◆ Material supplied

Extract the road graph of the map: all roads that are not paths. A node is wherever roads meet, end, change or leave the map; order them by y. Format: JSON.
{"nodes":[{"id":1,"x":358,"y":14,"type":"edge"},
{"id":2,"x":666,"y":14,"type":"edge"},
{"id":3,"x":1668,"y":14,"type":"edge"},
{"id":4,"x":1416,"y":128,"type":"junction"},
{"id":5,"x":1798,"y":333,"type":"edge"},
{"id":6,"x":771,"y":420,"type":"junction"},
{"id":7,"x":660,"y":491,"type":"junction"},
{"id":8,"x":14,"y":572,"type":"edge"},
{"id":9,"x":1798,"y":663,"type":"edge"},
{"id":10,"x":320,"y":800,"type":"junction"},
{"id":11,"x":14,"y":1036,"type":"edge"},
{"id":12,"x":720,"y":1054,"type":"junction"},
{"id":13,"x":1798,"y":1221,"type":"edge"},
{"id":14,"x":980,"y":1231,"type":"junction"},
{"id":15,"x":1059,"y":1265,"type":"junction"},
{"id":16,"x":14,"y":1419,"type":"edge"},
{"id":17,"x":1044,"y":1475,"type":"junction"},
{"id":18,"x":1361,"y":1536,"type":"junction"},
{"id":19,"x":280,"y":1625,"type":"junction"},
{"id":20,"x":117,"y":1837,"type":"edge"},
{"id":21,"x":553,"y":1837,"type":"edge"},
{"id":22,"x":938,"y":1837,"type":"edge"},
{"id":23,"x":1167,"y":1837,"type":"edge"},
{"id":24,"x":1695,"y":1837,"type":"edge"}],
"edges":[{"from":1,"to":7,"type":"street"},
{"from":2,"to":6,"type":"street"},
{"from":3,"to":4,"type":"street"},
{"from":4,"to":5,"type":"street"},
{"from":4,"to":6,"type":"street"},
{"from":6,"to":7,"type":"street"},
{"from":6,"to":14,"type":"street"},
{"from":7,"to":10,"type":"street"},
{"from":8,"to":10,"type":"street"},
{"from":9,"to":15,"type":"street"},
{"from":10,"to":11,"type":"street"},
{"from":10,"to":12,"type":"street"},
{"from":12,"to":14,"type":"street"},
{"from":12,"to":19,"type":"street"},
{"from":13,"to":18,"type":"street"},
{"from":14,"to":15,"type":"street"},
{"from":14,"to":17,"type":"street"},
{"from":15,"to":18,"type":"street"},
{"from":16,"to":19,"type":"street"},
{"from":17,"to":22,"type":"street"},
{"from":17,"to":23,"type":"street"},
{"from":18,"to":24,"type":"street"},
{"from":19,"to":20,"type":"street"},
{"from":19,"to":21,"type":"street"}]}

◆ About this exercise
Please repeat the listing exactly, with nothing left out.

◆ Expected answer
Extract the road graph of the map: all roads that are not paths. A node is wherever roads meet, end, change or leave the map; order them by y. Format: JSON.
{"nodes":[{"id":1,"x":358,"y":14,"type":"edge"},
{"id":2,"x":666,"y":14,"type":"edge"},
{"id":3,"x":1668,"y":14,"type":"edge"},
{"id":4,"x":1416,"y":128,"type":"junction"},
{"id":5,"x":1798,"y":333,"type":"edge"},
{"id":6,"x":771,"y":420,"type":"junction"},
{"id":7,"x":660,"y":491,"type":"junction"},
{"id":8,"x":14,"y":572,"type":"edge"},
{"id":9,"x":1798,"y":663,"type":"edge"},
{"id":10,"x":320,"y":800,"type":"junction"},
{"id":11,"x":14,"y":1036,"type":"edge"},
{"id":12,"x":720,"y":1054,"type":"junction"},
{"id":13,"x":1798,"y":1221,"type":"edge"},
{"id":14,"x":980,"y":1231,"type":"junction"},
{"id":15,"x":1059,"y":1265,"type":"junction"},
{"id":16,"x":14,"y":1419,"type":"edge"},
{"id":17,"x":1044,"y":1475,"type":"junction"},
{"id":18,"x":1361,"y":1536,"type":"junction"},
{"id":19,"x":280,"y":1625,"type":"junction"},
{"id":20,"x":117,"y":1837,"type":"edge"},
{"id":21,"x":553,"y":1837,"type":"edge"},
{"id":22,"x":938,"y":1837,"type":"edge"},
{"id":23,"x":1167,"y":1837,"type":"edge"},
{"id":24,"x":1695,"y":1837,"type":"edge"}],
"edges":[{"from":1,"to":7,"type":"street"},
{"from":2,"to":6,"type":"street"},
{"from":3,"to":4,"type":"street"},
{"from":4,"to":5,"type":"street"},
{"from":4,"to":6,"type":"street"},
{"from":6,"to":7,"type":"street"},
{"from":6,"to":14,"type":"street"},
{"from":7,"to":10,"type":"street"},
{"from":8,"to":10,"type":"street"},
{"from":9,"to":15,"type":"street"},
{"from":10,"to":11,"type":"street"},
{"from":10,"to":12,"type":"street"},
{"from":12,"to":14,"type":"street"},
{"from":12,"to":19,"type":"street"},
{"from":13,"to":18,"type":"street"},
{"from":14,"to":15,"type":"street"},
{"from":14,"to":17,"type":"street"},
{"from":15,"to":18,"type":"street"},
{"from":16,"to":19,"type":"street"},
{"from":17,"to":22,"type":"street"},
{"from":17,"to":23,"type":"street"},
{"from":18,"to":24,"type":"street"},
{"from":19,"to":20,"type":"street"},
{"from":19,"to":21,"type":"street"}]}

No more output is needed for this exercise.